Sweden’s smooth energy transition

Sweden’s goal is to become carbon neutral. During the 70th session of the United Nations General Assembly, in 2015, Prime Minister Stefan Löfven announced that Sweden would become one of the world’s first fossil-fuel free states, and that it would no longer emit greenhouse gases by 2050. This deadline was finally brought forward by five years with the passing of a climate law on 15 June 2017.

Sweden, which turned away from oil following the crises of 1973 and 1979, currently has the highest renewable energy share in Europe, having taken it to 53 per cent of its total energy consumption in 2014.

In addition to robust environmental taxes designed to stimulate the transition, Sweden is making good use of its extensive natural resources. Almost half of the country is covered in forests and the organic matter produced is turned into biofuel, used mainly for heating, in urban areas, and to generate electricity.

Its many lakes and watercourses feed over 2000 hydropower plants, which provide almost half of the country’s electricity output. Wind and solar energy is still relatively limited, but the country is planning to build the largest onshore wind farm in Northern Europe on its own soil.

Nuclear energy still occupies an important place in its energy mix, providing around 40 per cent of the country’s electricity.

But the nuclear debate, which divided the country for many years, has gradually drawn to a close. Nuclear is no longer as profitable as renewable energy and the old facilities are expensive to maintain.

Four out of the country’s 10 reactors have to be dismantled by 2020. The fate of the six others remains undecided. Despite the closure of these sites and the potential consequences for workers, the trade unions are confident about the future.

Since the first waves of industrial decline, which mainly affected shipbuilding and textiles, Sweden has adopted a positive approach, largely thanks to effective cooperation between the various social partners.
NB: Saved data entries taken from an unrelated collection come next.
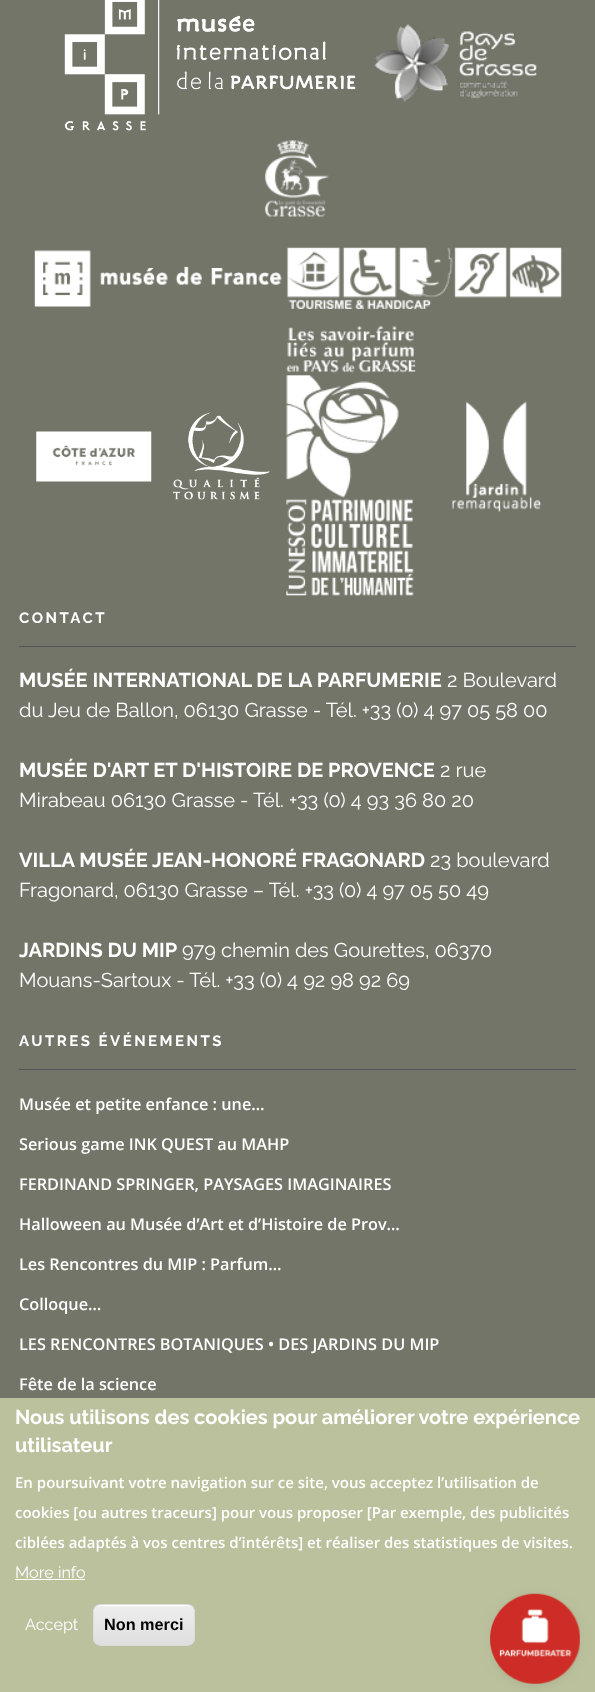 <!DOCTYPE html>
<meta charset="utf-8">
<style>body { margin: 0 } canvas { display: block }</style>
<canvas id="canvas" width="595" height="1692"></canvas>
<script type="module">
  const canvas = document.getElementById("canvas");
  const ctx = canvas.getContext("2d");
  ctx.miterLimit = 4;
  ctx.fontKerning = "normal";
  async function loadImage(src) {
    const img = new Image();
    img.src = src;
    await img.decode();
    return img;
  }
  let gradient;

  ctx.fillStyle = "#737569";
  ctx.fillRect(0, 0, 595, 1692);
  ctx.drawImage(await loadImage("img1.png"), 64, 0, 292, 131);
  ctx.drawImage(await loadImage("img2.png"), 374, 24, 163, 78);
  ctx.drawImage(await loadImage("img3.png"), 264, 140, 65, 77);
  ctx.drawImage(await loadImage("img4.png"), 34, 250, 248, 57);
  ctx.drawImage(await loadImage("img5.png"), 287, 247, 166, 62);
  ctx.drawImage(await loadImage("img6.png"), 454, 247, 108, 51);
  ctx.drawImage(await loadImage("img7.png"), 36, 431, 116, 51);
  ctx.drawImage(await loadImage("img8.png"), 173, 412, 97, 88);
  ctx.drawImage(await loadImage("img9.png"), 286, 326, 130, 270);
  ctx.drawImage(await loadImage("img10.png"), 451, 401, 91, 111);
  ctx.fillStyle = "#555555";
  ctx.fillRect(19, 646, 557, 1);
  ctx.letterSpacing = "2.5px";
  ctx.font = "bold 15px Raleway";
  ctx.fillStyle = "#ffffff";
  ctx.fillText("CONTACT", 19, 623);
  ctx.letterSpacing = "0px";
  ctx.font = "bold 20px Raleway";
  ctx.fillText("MUSÉE INTERNATIONAL DE LA PARFUMERIE", 19, 687);
  ctx.font = "20px Raleway";
  ctx.fillText("2 Boulevard", 447, 687);
  ctx.fillText("du Jeu de Ballon, 06130 Grasse - Tél. +33 (0) 4 97 05 58 00", 19, 717);
  ctx.font = "bold 20px Raleway";
  ctx.fillText("MUSÉE D'ART ET D'HISTOIRE DE PROVENCE", 19, 777);
  ctx.font = "20px Raleway";
  ctx.fillText("2 rue", 440, 777);
  ctx.fillText("Mirabeau 06130 Grasse - Tél. +33 (0) 4 93 36 80 20", 19, 807);
  ctx.font = "bold 20px Raleway";
  ctx.fillText("VILLA MUSÉE JEAN-HONORÉ FRAGONARD", 19, 867);
  ctx.font = "20px Raleway";
  ctx.fillText("23 boulevard", 430, 867);
  ctx.fillText("Fragonard, 06130 Grasse – Tél. +33 (0) 4 97 05 50 49", 19, 897);
  ctx.font = "bold 20px Raleway";
  ctx.fillText("JARDINS DU MIP", 19, 957);
  ctx.font = "20px Raleway";
  ctx.fillText("979 chemin des Gourettes, 06370", 182, 957);
  ctx.fillText("Mouans-Sartoux - Tél. +33 (0) 4 92 98 92 69", 19, 987);
  ctx.fillStyle = "#555555";
  ctx.fillRect(19, 1069, 557, 1);
  ctx.letterSpacing = "2.5px";
  ctx.font = "bold 15px Raleway";
  ctx.fillStyle = "#ffffff";
  ctx.fillText("AUTRES ÉVÉNEMENTS", 19, 1046);
  ctx.letterSpacing = "0px";
  ctx.font = "600 16.25px Open Sans";
  ctx.fillText("Musée et petite enfance : une…", 19, 1110);
  ctx.fillText("Serious game INK QUEST au MAHP", 19, 1150);
  ctx.fillText("FERDINAND SPRINGER, PAYSAGES IMAGINAIRES", 19, 1190);
  ctx.fillText("Halloween au Musée d’Art et d’Histoire de Prov…", 19, 1230);
  ctx.fillText("Les Rencontres du MIP : Parfum…", 19, 1270);
  ctx.fillText("Colloque…", 19, 1310);
  ctx.fillText("LES RENCONTRES BOTANIQUES • DES JARDINS DU MIP", 19, 1350);
  ctx.fillText("Fête de la science", 19, 1390);
  ctx.fillStyle = "#bbc09d";
  ctx.fillRect(0, 1398, 595, 294);
  ctx.font = "bold 20px Raleway";
  ctx.fillStyle = "#ffffff";
  ctx.fillText("Nous utilisons des cookies pour améliorer votre expérience", 15, 1424);
  ctx.fillText("utilisateur", 15, 1452);
  ctx.font = "600 15px Open Sans";
  ctx.fillText("En poursuivant votre navigation sur ce site, vous acceptez l’utilisation de", 15, 1488);
  ctx.fillText("cookies [ou autres traceurs] pour vous proposer [Par exemple, des publicités", 15, 1518);
  ctx.fillText("ciblées adaptés à vos centres d’intérêts] et réaliser des statistiques de visites.", 15, 1548);
  ctx.font = "16.25px Raleway";
  ctx.fillText("More info", 15, 1578);
  ctx.fillRect(15, 1579, 70, 1);
  ctx.fillText("Accept", 25, 1630);
  ctx.save();
  ctx.beginPath();
  ctx.roundRect(93, 1604, 102, 42, 8);
  ctx.clip();
  gradient = ctx.createLinearGradient(144, 1605, 144, 1645);
  gradient.addColorStop(0.05, "#ededed");
  gradient.addColorStop(1, "#dfdfdf");
  ctx.fillStyle = gradient;
  ctx.fillRect(93, 1605, 102, 40);
  ctx.restore();
  ctx.beginPath();
  ctx.moveTo(100, 1606);
  ctx.lineTo(188, 1606);
  ctx.bezierCurveTo(191, 1606, 194, 1609, 194, 1612);
  ctx.bezierCurveTo(194, 1601, 180, 1605, 173, 1605);
  ctx.lineTo(115, 1605);
  ctx.bezierCurveTo(108, 1605, 94, 1601, 94, 1612);
  ctx.bezierCurveTo(94, 1609, 97, 1606, 100, 1606);
  ctx.closePath();
  ctx.fill();
  ctx.beginPath();
  ctx.roundRect(93.5, 1604.5, 101, 41, 7.5);
  ctx.strokeStyle = "#dcdcdc";
  ctx.stroke();
  ctx.font = "bold 16.25px Liberation Sans";
  ctx.fillStyle = "#000000";
  ctx.fillText("Non merci", 104, 1630);
  ctx.fillStyle = "rgba(0, 0, 0, 0.12)";
  ctx.filter = "blur(11px)";
  ctx.beginPath();
  ctx.roundRect(500, 1605, 70, 70, 35);
  ctx.fill();
  ctx.filter = "none";
  ctx.fillStyle = "rgba(0, 0, 0, 0.14)";
  ctx.filter = "blur(6px)";
  ctx.beginPath();
  ctx.roundRect(500, 1611, 70, 70, 35);
  ctx.fill();
  ctx.filter = "none";
  ctx.drawImage(await loadImage("img11.png"), 490, 1593, 90, 91);
</script>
When faced with restructuring, workers are able to rely on the Job Security Councils, which provide them with support at every level in the retraining process.

The councils, set up following the massive job losses linked to the 1973 oil crisis and established on the basis of collective agreements, are financed by employers’ contributions.

In addition, thanks to Sweden’s 70 per cent rate of union membership and the obligation to have at least two unionised employees on the board of directors in all companies with over 25 employees, workers have a real voice.

“We have a few years ahead of us to anticipate the changes set to affect the nuclear sector, but tackling the training issue is already crucial,” explains Johan Hall, head of research at the Swedish trade union confederation Landsorganisationen Sverigen (LO), where the main issues he deals with are climate and energy.

“We are engaged in an ongoing dialogue with companies to convince them to regularly offer their employees new training.” We may have different interests but the companies themselves recognise that they will benefit in the long term from training their staff,” he explains.

The other sectors affected by the energy transition should not undergo any major economic upheaval. The metal and steel manufacturers, for example, will not be forced to close but, rather, to invest in new non-greenhouse gas emitting methods.

New job opportunities will no doubt be created in the energy sector, especially for skilled workers.

According to Energiföretagen, an association that brings together over 400 companies in the sector, 29 per cent of them expect their staff levels to increase over a period of three years, and some 3,200 technicians and engineers are likely to be recruited over the same period.

The Royal Institute of Technology (KTH), a technical and engineering university in Stockholm, which offers several degrees and masters in sustainable development, is preparing these future employees.

“The energy transition occupies a prime place in research and education, and our interest in this field has been growing over the last ten years,” says Göran Finnveden, a professor and vice president for sustainable development at the KTH.

The corporate sector is also starting to take part in the endeavour. Almost 300 of them have joined the Fossil-free initiative set up by the government to speed up the transition towards 100 per cent renewable.

Svante Axelsson is the national coordinator. “There has been a change in mindset since the Paris climate agreement [approved by 195 delegations in December 2015],” he remarks.

“Companies used to consider the energy transition to be a burden that they had to take a share of. Now they see it as a real business opportunity and a way of winning new markets.”

According to Lars Andersson, head of the renewable energy section within the Swedish Energy Agency, their role is fundamental. “When companies tackle a new problem, their ideas have a snowball effect.” For instance, the automobile industry, he points out, is taking a close interest in exploring all the alternatives to the combustion engine.

Volvo, a member of the Fossil-free initiative, is set to be the first global automobile group to leave it behind. The Swedish manufacturer intends to switch to electric or hybrid vehicles as of 2019. It is an important step forward in the energy transition, given that the transport sector, responsible for 24 per cent of CO2 emissions, is one of the greatest challenges to be met.

This story has been translated from French.